What the White Paper and subsequent reviews pay little attention to is the future impact of peak oil, not just in California, but globally. Yes, I know there's lot of debate about the "theory," but few people question the fact that petroleum is a finite resource with a lot more people on the planet wanting more of it: China and India being two prime examples. Additionally, if you've been paying any attention, most of the non-OPEC oil producing countries have peaked or are about to in the next few years, certainly by 2020, but that increasingly the petroleum that is being produced, even in the oil rich dominions, is heavier and dirty. Peak oil skeptics point to the gigantic reserves of heavy crude in Venezuela, for example, that dwarfs even Saudi reserves, failing to point out that it is extremely difficult to transport and refine. Worse are the tar sands of Alberta that produce some 15-40 percent more CO2 than conventional crude oil. And then there's the seemingly inevitable growth of coal-to-liquid (CTL) fuel processing that produces synthetic gasoline and diesel from coal, but at twice the CO2 level of petroleum. As conventional petroleum becomes dearer, other, even dirtier fuels will inevitably bid for increasing shares of the market, even in California, although its low-carbon fuel initiative might help stem the tide somewhat, though its recent stance on E85 ethanol had riled corn growers, especially here in Nebraska.

While I am sure ARB's staff is aware of the reality of peak oil, they seem to give it little if any attention in their deliberations or policy recommendations. Clearly it's important that they not only pay it more than just lip service, but that they factor it into their projections, just as my friends at Toyota have done. The pace at which demand outstrips supply will have a profound impact on the state's transportation policies, as it will on the rest of nation and world. So will the production of lithium and other rare earth elements essential to electric drive vehicles and renewable energy technologies.

Instead, it seems staff is narrowly focused on a business as usual scenario where all that happens is people change how their cars are fueled, shifting from petroleum to electricity.

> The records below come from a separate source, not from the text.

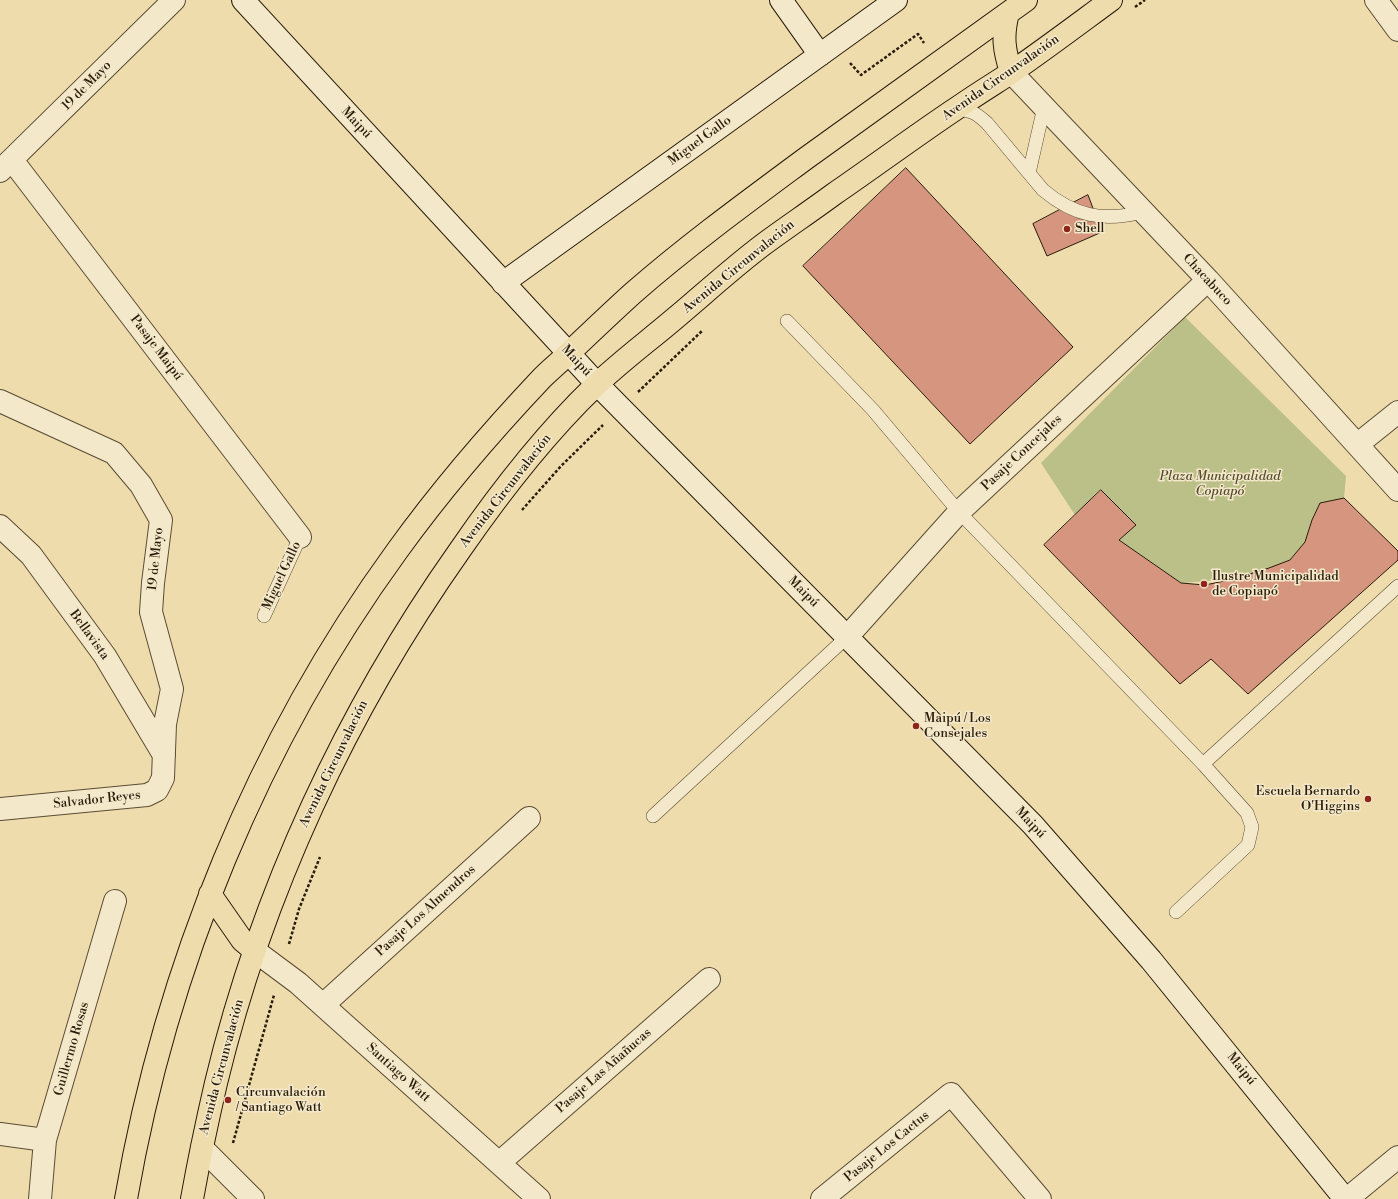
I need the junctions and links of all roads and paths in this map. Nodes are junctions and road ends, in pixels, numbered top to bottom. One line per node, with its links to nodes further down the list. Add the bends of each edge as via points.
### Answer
1 (174, 0): 17 (street, 19 de Mayo)
2 (243, 0): 21 (street, Maipú)
3 (781, 0): 12 (street)
4 (896, 0): 12 (street, Miguel Gallo)
5 (1026, 0): 10 (main road)
6 (1111, 0): 14 (main road, Avenida Circunvalación)
7 (1145, 0): 9 (path)
8 (1376, 0): 11 (street)
9 (1132, 9)
10 (1008, 13): 13 (main road); 14 (main road, via 1004,27 1004,42)
11 (1398, 30)
12 (827, 50): 13 (path, via 860,75 918,34); 21 (street, Miguel Gallo)
13 (938, 62): 24 (main road, via 678,255 607,316)
14 (1011, 72): 15 (street, Chacabuco); 16 (main road, Avenida Circunvalación)
15 (1044, 107): 18 (lane); 19 (street, Chacabuco)
16 (954, 110): 18 (lane, via 966,109 979,116); 25 (main road, Avenida Circunvalación, via 762,245)
17 (6, 166): 34 (street, Pasaje Maipú)
18 (1028, 173): 19 (lane, via 1054,199 1079,212 1111,217)
19 (1143, 212): 20 (street, Chacabuco)
20 (1208, 280): 29 (street, Chacabuco); 31 (street, Pasaje Concejales)
21 (503, 282): 24 (street, Maipú)
22 (787, 321): 31 (lane, via 873,410)
23 (708, 325): 27 (path)
24 (569, 353): 25 (street, Maipú); 44 (main road, via 493,431 444,490 353,616 276,749 241,821)
25 (597, 384): 27 (street, Maipú); 47 (main road, Avenida Circunvalación, via 557,425 515,476 442,575 403,636 366,699 311,809)
26 (0, 401): 38 (street, 19 de Mayo, via 114,453 141,485 161,520 151,612 172,689 165,724)
27 (622, 408): 32 (path, via 561,466); 37 (street, Maipú)
28 (1398, 412): 29 (street)
29 (1358, 444): 30 (street, Chacabuco)
30 (1398, 490)
31 (959, 512): 37 (street, Pasaje Concejales); 39 (lane)
32 (519, 514)
33 (0, 526): 38 (street, Bellavista, via 31,556 105,656)
34 (300, 537): 36 (lane, Miguel Gallo)
35 (1398, 586): 39 (lane)
36 (264, 616)
37 (848, 637): 41 (lane); 64 (street, Maipú, via 1033,825 1092,891 1200,1018)
38 (164, 754): 40 (street, Salvador Reyes, via 163,778 157,790 147,795)
39 (1203, 764): 46 (lane, via 1247,814 1252,827 1248,845)
40 (0, 809)
41 (653, 816)
42 (529, 818): 50 (street, Pasaje Los Almendros)
43 (322, 852): 48 (path, via 299,909)
44 (210, 894): 47 (main road, via 238,935); 58 (main road, via 166,1023 148,1089)
45 (115, 900): 52 (street, Guillermo Rosas)
46 (1176, 912)
47 (255, 951): 48 (street, Santiago Watt); 53 (main road, Avenida Circunvalación, via 216,1082)
48 (281, 970): 50 (street, Santiago Watt); 56 (path)
49 (709, 979): 55 (street, Pasaje Las Añañucas)
50 (323, 1005): 55 (street, Santiago Watt)
51 (0, 1134): 52 (street)
52 (45, 1140): 57 (street, Guillermo Rosas)
53 (202, 1148): 56 (street); 59 (main road, Avenida Circunvalación)
54 (1398, 1157): 64 (street)
55 (499, 1163): 61 (street, Santiago Watt)
56 (224, 1172): 60 (street)
57 (40, 1199)
58 (126, 1199)
59 (192, 1199)
60 (254, 1199)
61 (539, 1199)
62 (822, 1199): 63 (street, Pasaje Los Cactus, via 951,1094)
63 (1040, 1199)
64 (1346, 1199)

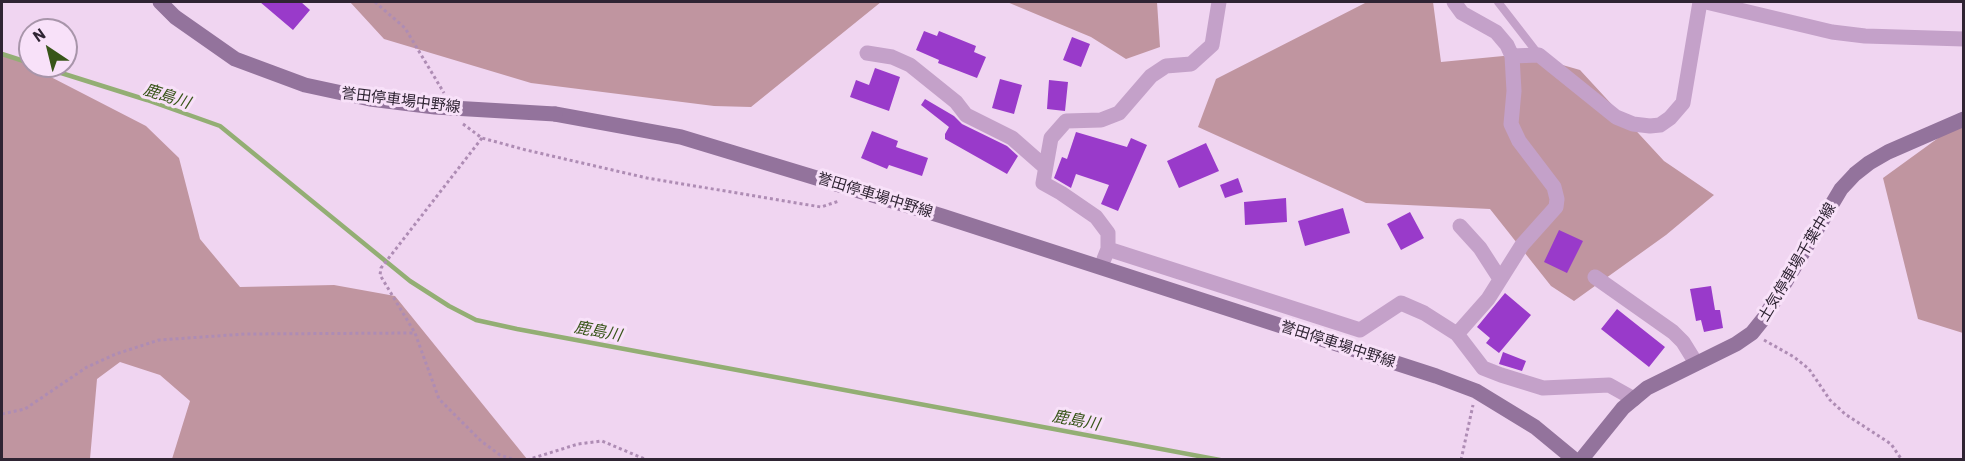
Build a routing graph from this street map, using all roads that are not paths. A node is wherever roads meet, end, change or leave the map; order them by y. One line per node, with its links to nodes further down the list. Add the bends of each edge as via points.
1 (160, 2): 15 (main road, 誉田停車場中野線, bridge, via 235,59 305,85 435,107 555,114 681,137)
2 (1219, 2): 12 (street, via 1212,45 1191,64 1167,66 1151,76 1119,113 1101,120 1066,121 1051,138)
3 (1454, 2): 10 (street, via 1462,13 1497,32)
4 (1498, 2): 9 (lane)
5 (1700, 2): 9 (street, via 1683,103 1660,125 1633,124 1616,117)
6 (1706, 2): 7 (street, via 1832,32)
7 (1964, 39)
8 (867, 53): 12 (street, via 910,65 956,102 966,115 1012,138)
9 (1539, 55): 10 (street)
10 (1512, 56): 17 (street, via 1511,124 1554,187 1557,199 1556,207 1522,245)
11 (1964, 119): 19 (main road, 土気停車場千葉中線, via 1888,152 1855,174 1841,189 1752,333)
12 (1045, 167): 14 (street, via 1042,183 1096,217 1108,233)
13 (1460, 226): 17 (street)
14 (1108, 249): 15 (street); 18 (street, via 1360,330 1401,303)
15 (1101, 267): 21 (main road, 誉田停車場中野線)
16 (1595, 277): 19 (street, via 1673,332)
17 (1500, 279): 18 (street)
18 (1457, 334): 20 (street)
19 (1696, 363): 22 (main road, 土気停車場千葉中線)
20 (1483, 368): 21 (street); 22 (street, via 1543,388 1609,385)
21 (1476, 391): 23 (main road, 誉田停車場中野線, via 1534,427)
22 (1634, 399): 24 (main road, 土気停車場千葉中線)
23 (1575, 459)
24 (1581, 459)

I found no reference at all to the need to rethink this basic assumption, or to consider the alternative: better public transit, the second missing component.

Once upon a time, southern California had one of the nation's best public transit systems, which by design and by guile was supplanted by the private motor vehicle and the creation of a vast network of freeways; all predicated on the assumption of cheap energy. Affordable motor cars, abundant gasoline, much of it produced and refined locally and lots and lots of surrounding farm land and orange groves -- supplied by purloined water from hundreds of miles away -- led to the sprawl that is the "Greater Los Angeles." Now the car is a prerequisite for life in the Southland, as well as equally sprawling San Francisco Bay area, though at least BART helps mitigate the problem somewhat.

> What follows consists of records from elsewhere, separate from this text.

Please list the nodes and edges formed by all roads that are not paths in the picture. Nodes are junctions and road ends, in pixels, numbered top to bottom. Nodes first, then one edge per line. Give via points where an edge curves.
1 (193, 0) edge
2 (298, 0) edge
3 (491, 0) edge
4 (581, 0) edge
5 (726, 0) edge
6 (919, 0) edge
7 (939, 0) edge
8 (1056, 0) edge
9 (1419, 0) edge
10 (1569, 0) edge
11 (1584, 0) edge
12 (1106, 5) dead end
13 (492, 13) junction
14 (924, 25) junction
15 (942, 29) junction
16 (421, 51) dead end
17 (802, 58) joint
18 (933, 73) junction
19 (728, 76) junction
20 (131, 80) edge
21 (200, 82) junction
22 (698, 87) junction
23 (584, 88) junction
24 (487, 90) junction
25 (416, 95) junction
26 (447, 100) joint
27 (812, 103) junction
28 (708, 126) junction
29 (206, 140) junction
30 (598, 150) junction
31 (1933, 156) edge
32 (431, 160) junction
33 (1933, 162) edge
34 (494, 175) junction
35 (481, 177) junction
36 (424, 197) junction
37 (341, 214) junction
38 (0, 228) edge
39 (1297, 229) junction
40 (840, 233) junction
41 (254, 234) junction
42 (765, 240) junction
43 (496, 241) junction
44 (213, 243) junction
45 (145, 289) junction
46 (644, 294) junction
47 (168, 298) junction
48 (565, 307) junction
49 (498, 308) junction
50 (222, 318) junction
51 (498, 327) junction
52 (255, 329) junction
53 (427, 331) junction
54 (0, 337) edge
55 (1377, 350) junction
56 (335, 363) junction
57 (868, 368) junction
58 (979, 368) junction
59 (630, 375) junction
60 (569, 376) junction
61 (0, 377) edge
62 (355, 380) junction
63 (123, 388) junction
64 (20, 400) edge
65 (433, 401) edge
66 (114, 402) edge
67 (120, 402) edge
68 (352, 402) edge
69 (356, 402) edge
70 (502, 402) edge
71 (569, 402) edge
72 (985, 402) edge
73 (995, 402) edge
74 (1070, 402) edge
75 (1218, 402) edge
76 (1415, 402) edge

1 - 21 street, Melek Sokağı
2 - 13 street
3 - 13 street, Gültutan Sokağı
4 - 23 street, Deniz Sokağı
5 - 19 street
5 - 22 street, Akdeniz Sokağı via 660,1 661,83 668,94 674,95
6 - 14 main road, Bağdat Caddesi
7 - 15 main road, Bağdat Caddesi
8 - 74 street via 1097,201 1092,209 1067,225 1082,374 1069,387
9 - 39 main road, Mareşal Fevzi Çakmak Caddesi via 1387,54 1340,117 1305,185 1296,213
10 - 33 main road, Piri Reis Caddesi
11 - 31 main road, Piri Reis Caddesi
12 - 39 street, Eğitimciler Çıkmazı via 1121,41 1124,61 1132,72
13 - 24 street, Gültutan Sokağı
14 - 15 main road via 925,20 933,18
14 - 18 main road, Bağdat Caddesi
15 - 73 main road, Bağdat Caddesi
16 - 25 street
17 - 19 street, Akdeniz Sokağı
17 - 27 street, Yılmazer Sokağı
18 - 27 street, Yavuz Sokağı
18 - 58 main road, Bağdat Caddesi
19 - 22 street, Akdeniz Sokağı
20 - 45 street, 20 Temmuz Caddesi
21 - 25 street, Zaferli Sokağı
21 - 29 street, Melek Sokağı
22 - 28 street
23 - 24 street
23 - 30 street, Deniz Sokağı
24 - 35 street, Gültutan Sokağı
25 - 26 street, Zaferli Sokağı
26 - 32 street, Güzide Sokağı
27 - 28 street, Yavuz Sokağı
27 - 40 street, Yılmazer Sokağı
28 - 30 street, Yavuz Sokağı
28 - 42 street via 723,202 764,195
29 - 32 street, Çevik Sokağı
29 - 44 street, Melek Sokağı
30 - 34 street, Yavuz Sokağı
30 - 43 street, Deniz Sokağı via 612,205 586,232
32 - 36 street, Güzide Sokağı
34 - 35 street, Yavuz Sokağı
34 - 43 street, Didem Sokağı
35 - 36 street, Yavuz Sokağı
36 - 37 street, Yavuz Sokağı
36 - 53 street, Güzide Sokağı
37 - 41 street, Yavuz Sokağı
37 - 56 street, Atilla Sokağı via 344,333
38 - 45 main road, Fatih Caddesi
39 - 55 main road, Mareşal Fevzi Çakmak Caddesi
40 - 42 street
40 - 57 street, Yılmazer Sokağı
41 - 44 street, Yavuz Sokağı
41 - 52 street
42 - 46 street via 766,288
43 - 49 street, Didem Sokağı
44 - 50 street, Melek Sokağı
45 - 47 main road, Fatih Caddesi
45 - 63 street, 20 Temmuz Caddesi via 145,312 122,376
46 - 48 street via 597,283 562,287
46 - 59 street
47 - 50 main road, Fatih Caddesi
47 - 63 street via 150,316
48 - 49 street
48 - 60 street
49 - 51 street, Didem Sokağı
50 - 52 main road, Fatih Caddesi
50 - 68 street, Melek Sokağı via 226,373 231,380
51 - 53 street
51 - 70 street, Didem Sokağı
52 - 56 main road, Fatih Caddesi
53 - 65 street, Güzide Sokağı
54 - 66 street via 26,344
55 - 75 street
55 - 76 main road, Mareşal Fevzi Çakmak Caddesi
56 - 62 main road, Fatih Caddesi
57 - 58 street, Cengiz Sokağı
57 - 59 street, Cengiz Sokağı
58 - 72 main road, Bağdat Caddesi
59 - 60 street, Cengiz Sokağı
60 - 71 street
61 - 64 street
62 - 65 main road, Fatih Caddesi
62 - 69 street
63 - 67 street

From my perspective, ARB's staff needs to give far more attention to moving more people more efficiently than its seemingly myopic focus on cleaner cars, which as desirable as they are, don't solve the state's traffic problems. Just as we EV advocates like to point out that it's easier to control the emissions from a few hundred power plants than a few hundred million motor vehicles; it's also more efficient to move millions of people and goods in a few hundred rapid transit trains, and similar modes of public transit. [See: Instead of E-Cars, How About Building Streetcars?].

So, if ARB had asked my opinion of its White Paper, this is what it would included: the timing and impact of peak oil, and the economic (and environmental) impact of improved public transit in achieving the state's CO2 emission reduction goals.

Time to go back to the drawing board, California?